Stored data:
====
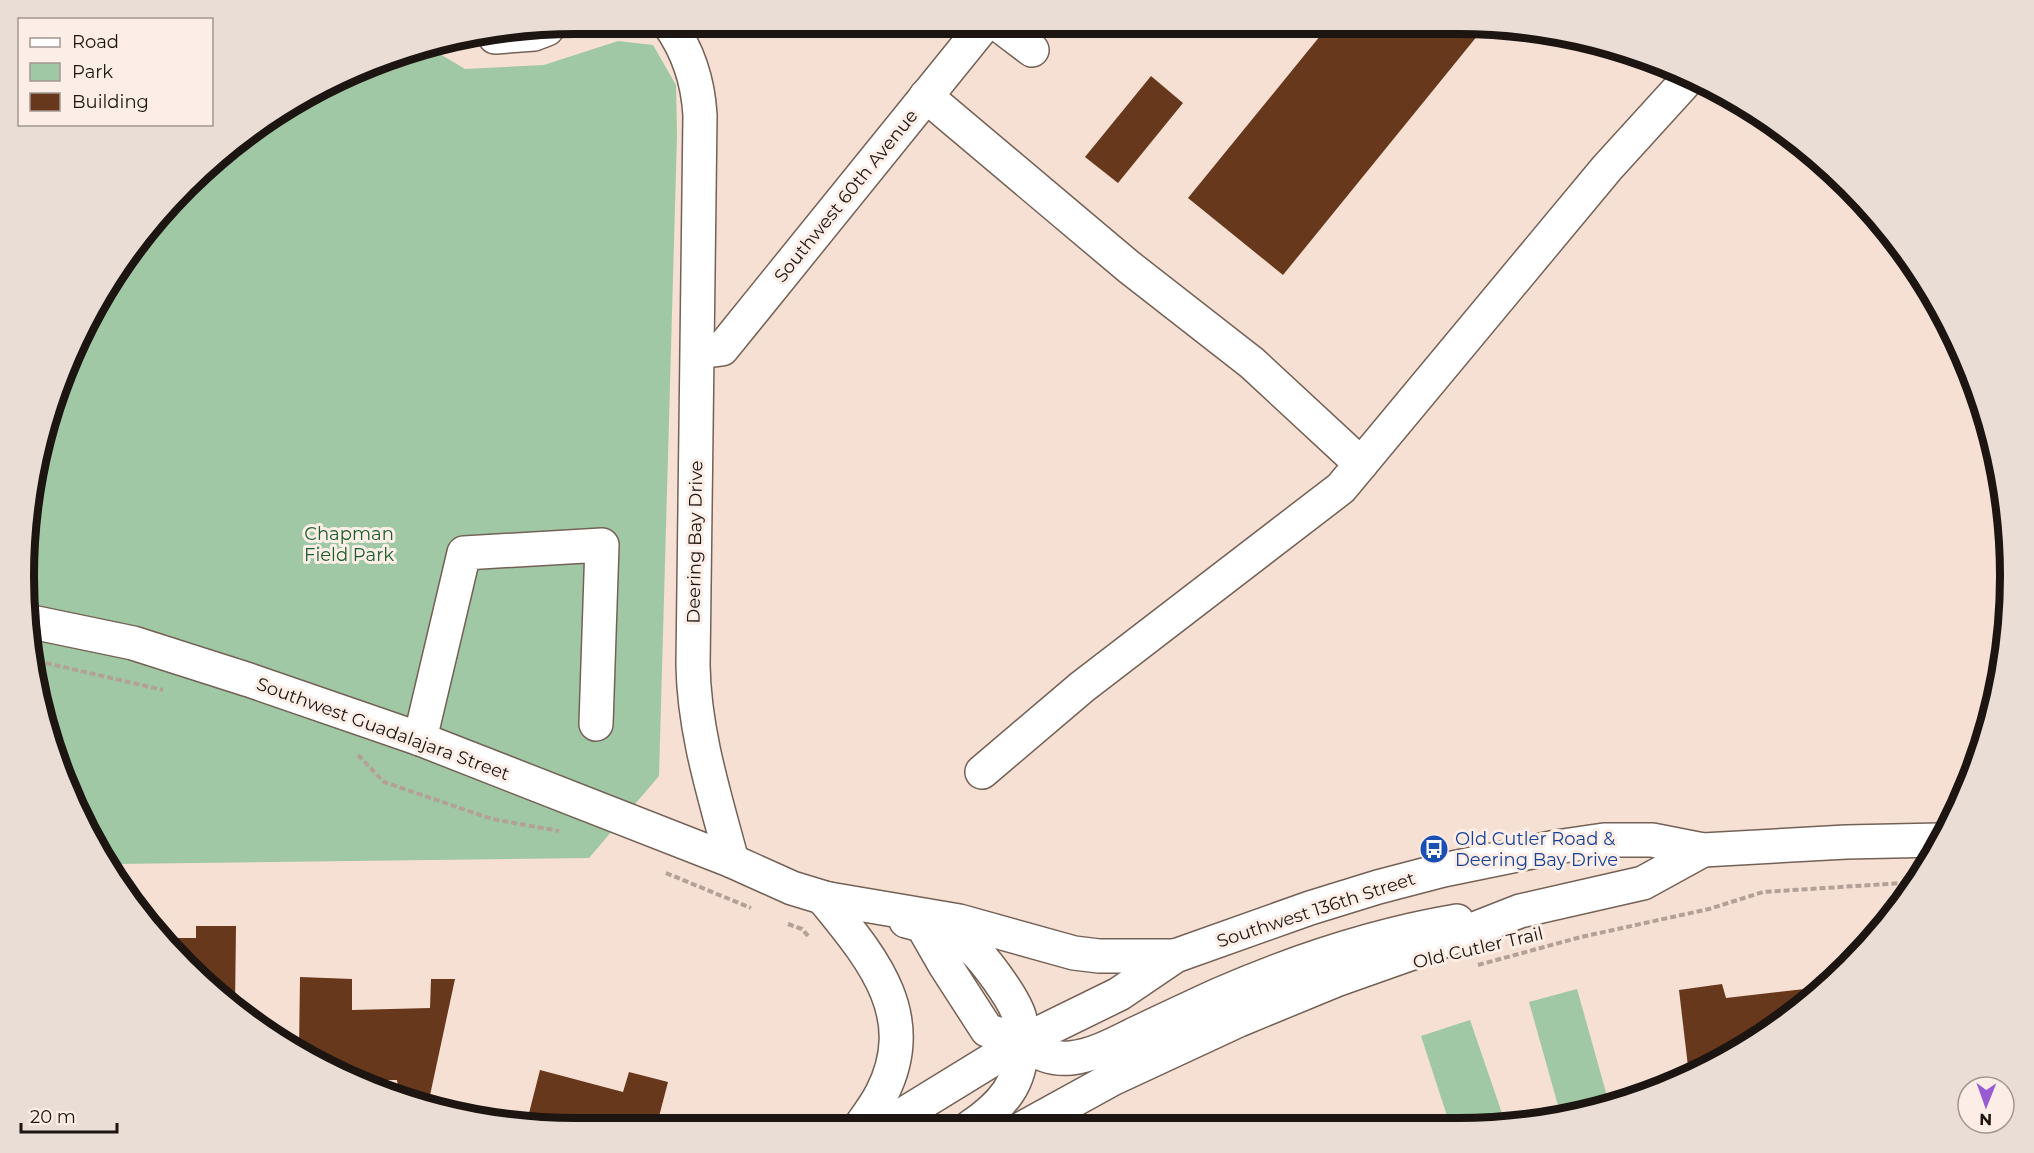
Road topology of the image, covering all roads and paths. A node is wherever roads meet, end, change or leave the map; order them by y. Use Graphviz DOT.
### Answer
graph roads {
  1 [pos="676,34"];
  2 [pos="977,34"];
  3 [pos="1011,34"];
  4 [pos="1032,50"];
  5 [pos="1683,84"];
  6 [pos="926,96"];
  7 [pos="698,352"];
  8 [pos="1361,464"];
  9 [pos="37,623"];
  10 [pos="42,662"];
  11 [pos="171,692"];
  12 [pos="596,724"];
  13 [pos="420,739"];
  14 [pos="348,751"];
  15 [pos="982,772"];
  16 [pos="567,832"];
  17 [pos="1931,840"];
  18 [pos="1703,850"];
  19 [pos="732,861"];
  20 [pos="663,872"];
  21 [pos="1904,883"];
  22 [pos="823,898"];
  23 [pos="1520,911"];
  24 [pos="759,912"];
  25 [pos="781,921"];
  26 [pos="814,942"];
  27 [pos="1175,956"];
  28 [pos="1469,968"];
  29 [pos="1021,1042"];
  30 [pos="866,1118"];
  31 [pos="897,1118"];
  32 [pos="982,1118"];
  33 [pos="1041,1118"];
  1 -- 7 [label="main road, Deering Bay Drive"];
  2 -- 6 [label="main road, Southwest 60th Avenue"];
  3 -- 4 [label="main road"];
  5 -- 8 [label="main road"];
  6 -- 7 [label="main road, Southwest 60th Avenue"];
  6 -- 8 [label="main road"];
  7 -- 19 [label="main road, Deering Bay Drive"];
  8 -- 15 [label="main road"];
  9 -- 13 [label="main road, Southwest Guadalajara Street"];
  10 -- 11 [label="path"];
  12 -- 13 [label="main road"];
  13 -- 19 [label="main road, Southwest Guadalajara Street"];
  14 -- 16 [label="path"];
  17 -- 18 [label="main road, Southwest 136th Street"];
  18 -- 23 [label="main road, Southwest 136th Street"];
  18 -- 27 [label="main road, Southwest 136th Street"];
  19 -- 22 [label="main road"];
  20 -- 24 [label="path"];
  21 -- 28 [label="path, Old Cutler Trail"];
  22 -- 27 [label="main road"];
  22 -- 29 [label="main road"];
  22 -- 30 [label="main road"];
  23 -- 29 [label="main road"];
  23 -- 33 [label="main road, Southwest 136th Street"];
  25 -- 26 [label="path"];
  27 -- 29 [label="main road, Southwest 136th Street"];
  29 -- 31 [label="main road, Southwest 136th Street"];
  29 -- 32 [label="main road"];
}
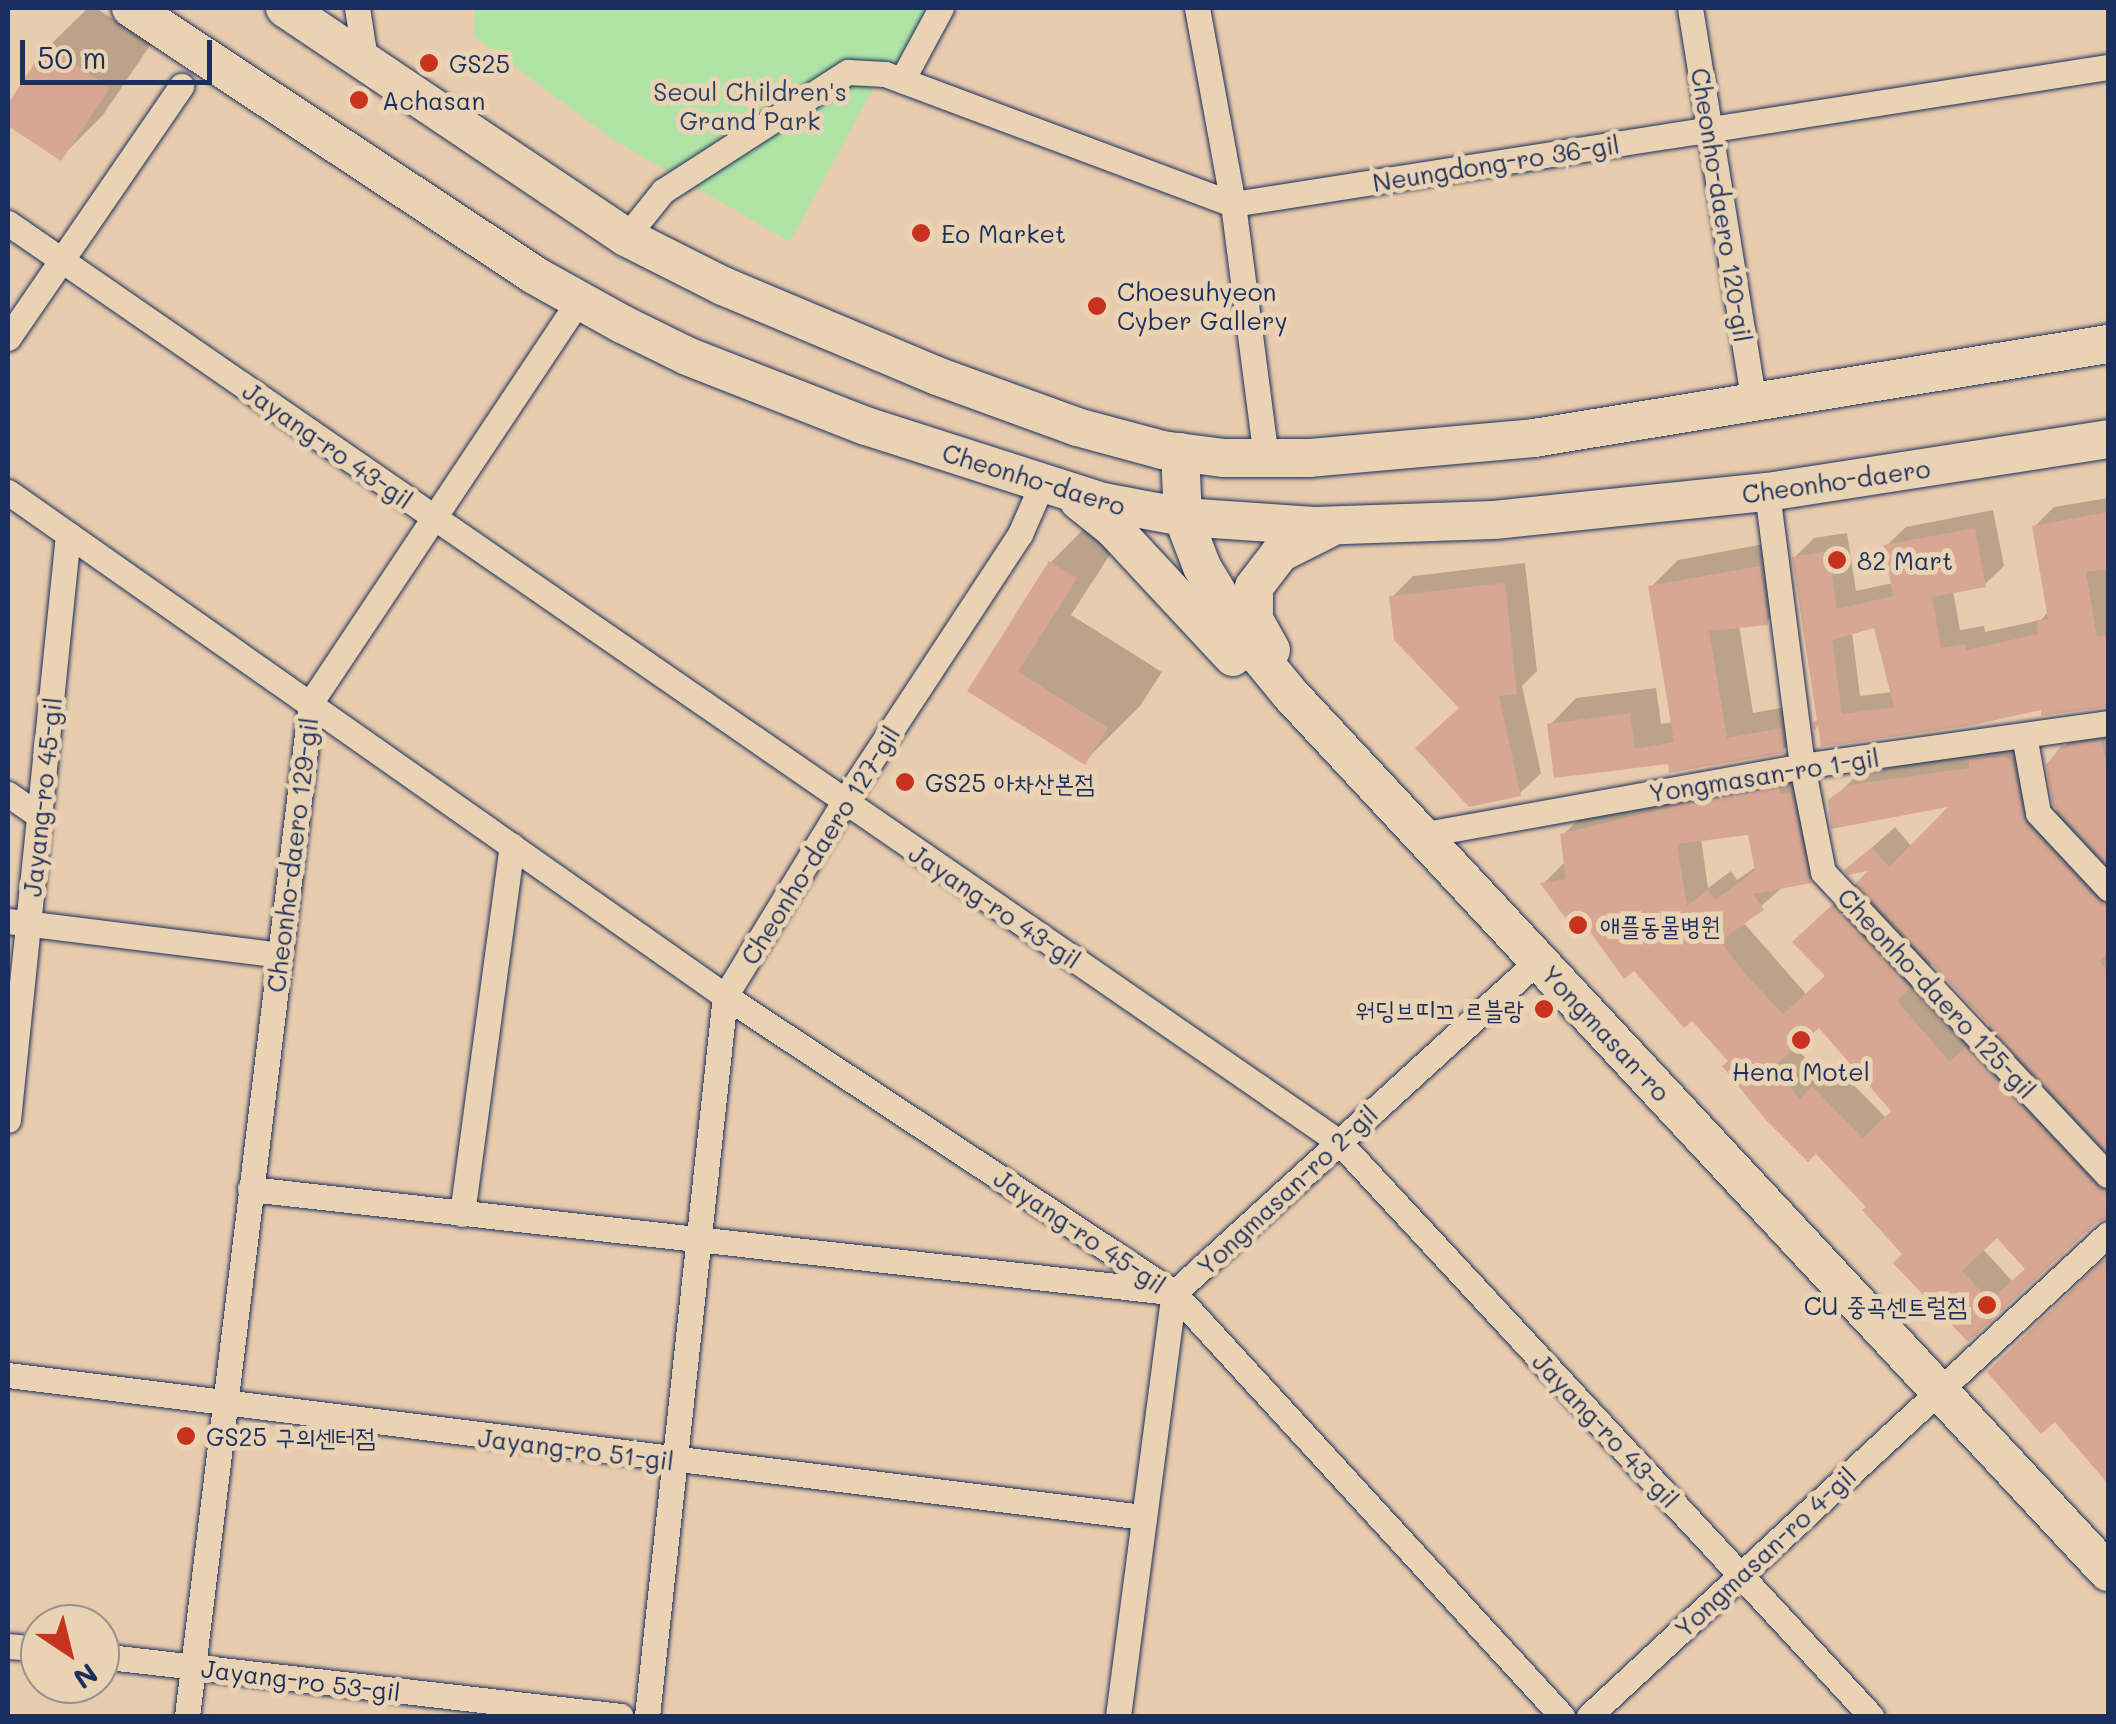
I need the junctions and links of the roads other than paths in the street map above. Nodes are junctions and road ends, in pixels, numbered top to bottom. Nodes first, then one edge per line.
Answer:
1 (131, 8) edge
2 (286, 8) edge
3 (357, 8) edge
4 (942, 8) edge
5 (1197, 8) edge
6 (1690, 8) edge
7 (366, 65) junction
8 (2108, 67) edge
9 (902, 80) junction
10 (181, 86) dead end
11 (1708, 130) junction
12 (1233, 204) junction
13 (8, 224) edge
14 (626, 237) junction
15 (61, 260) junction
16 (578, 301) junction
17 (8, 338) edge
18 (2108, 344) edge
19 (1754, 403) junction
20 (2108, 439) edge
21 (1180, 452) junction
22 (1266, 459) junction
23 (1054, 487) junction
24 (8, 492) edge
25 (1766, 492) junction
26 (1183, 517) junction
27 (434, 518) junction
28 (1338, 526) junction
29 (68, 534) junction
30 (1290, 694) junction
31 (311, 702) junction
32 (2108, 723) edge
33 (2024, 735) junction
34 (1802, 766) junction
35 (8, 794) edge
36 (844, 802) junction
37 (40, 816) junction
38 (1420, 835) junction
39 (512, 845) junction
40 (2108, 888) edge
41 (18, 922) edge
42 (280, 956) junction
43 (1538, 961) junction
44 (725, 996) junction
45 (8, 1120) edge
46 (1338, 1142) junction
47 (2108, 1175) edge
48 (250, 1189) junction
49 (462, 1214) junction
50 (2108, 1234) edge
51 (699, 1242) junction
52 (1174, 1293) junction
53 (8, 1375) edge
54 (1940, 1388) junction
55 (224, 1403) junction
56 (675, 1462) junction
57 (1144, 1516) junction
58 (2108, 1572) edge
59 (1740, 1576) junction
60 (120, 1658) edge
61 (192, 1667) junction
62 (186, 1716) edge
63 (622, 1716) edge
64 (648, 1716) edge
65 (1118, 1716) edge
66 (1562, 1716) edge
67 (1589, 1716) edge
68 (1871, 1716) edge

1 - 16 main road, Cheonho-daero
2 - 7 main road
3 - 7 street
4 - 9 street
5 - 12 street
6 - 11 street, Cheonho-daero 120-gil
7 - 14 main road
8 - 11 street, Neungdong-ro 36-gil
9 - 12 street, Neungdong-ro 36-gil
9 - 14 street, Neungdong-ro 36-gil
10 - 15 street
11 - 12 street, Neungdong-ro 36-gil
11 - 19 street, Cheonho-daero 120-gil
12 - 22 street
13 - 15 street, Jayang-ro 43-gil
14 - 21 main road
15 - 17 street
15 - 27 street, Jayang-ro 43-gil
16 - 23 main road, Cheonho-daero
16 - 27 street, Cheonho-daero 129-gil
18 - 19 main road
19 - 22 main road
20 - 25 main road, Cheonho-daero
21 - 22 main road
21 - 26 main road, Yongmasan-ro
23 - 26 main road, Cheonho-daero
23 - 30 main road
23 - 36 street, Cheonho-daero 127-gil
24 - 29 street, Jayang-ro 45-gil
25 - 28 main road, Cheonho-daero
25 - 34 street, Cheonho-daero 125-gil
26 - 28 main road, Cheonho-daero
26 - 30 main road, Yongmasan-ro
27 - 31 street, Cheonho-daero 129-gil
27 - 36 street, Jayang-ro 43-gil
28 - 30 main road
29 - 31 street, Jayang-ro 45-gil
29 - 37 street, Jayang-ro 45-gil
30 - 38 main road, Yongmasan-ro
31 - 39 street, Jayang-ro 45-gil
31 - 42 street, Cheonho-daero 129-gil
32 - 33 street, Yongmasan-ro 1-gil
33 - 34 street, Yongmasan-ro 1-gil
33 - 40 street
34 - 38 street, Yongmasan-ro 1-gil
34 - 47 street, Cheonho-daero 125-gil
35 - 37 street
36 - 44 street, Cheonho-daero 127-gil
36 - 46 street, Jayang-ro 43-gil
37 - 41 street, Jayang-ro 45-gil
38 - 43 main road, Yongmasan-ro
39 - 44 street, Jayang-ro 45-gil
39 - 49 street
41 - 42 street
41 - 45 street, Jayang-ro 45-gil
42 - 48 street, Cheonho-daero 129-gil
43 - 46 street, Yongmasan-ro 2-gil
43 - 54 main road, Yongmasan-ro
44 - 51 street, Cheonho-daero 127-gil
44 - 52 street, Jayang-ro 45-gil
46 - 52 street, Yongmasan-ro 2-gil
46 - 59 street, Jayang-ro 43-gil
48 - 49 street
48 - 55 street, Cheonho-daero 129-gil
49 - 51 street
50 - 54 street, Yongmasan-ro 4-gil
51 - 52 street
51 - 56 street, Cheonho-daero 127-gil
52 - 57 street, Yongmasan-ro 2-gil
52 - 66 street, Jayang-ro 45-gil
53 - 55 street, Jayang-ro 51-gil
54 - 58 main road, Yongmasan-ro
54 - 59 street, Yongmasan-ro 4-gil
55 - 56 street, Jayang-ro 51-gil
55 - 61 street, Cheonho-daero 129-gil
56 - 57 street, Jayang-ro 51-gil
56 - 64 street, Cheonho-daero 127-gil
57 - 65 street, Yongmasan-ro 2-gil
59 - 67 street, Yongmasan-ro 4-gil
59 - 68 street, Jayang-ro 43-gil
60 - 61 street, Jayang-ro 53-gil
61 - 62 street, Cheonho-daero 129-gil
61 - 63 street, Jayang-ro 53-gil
====
§ **What to produce**:
Give again, exactly, the lines from the start of the data through the one holding "I need the junctions"; omit the pictures.

§ **Exercise answer**:
Road topology of the image, covering all roads and paths. A node is wherever roads meet, end, change or leave the map; order them by y. Use Graphviz DOT.
### Answer
graph roads {
  1 [pos="676,34"];
  2 [pos="977,34"];
  3 [pos="1011,34"];
  4 [pos="1032,50"];
  5 [pos="1683,84"];
  6 [pos="926,96"];
  7 [pos="698,352"];
  8 [pos="1361,464"];
  9 [pos="37,623"];
  10 [pos="42,662"];
  11 [pos="171,692"];
  12 [pos="596,724"];
  13 [pos="420,739"];
  14 [pos="348,751"];
  15 [pos="982,772"];
  16 [pos="567,832"];
  17 [pos="1931,840"];
  18 [pos="1703,850"];
  19 [pos="732,861"];
  20 [pos="663,872"];
  21 [pos="1904,883"];
  22 [pos="823,898"];
  23 [pos="1520,911"];
  24 [pos="759,912"];
  25 [pos="781,921"];
  26 [pos="814,942"];
  27 [pos="1175,956"];
  28 [pos="1469,968"];
  29 [pos="1021,1042"];
  30 [pos="866,1118"];
  31 [pos="897,1118"];
  32 [pos="982,1118"];
  33 [pos="1041,1118"];
  1 -- 7 [label="main road, Deering Bay Drive"];
  2 -- 6 [label="main road, Southwest 60th Avenue"];
  3 -- 4 [label="main road"];
  5 -- 8 [label="main road"];
  6 -- 7 [label="main road, Southwest 60th Avenue"];
  6 -- 8 [label="main road"];
  7 -- 19 [label="main road, Deering Bay Drive"];
  8 -- 15 [label="main road"];
  9 -- 13 [label="main road, Southwest Guadalajara Street"];
  10 -- 11 [label="path"];
  12 -- 13 [label="main road"];
  13 -- 19 [label="main road, Southwest Guadalajara Street"];
  14 -- 16 [label="path"];
  17 -- 18 [label="main road, Southwest 136th Street"];
  18 -- 23 [label="main road, Southwest 136th Street"];
  18 -- 27 [label="main road, Southwest 136th Street"];
  19 -- 22 [label="main road"];
  20 -- 24 [label="path"];
  21 -- 28 [label="path, Old Cutler Trail"];
  22 -- 27 [label="main road"];
  22 -- 29 [label="main road"];
  22 -- 30 [label="main road"];
  23 -- 29 [label="main road"];
  23 -- 33 [label="main road, Southwest 136th Street"];
  25 -- 26 [label="path"];
  27 -- 29 [label="main road, Southwest 136th Street"];
  29 -- 31 [label="main road, Southwest 136th Street"];
  29 -- 32 [label="main road"];
}
I need the junctions and links of the roads other than paths in the street map above. Nodes are junctions and road ends, in pixels, numbered top to bottom. Nodes first, then one edge per line.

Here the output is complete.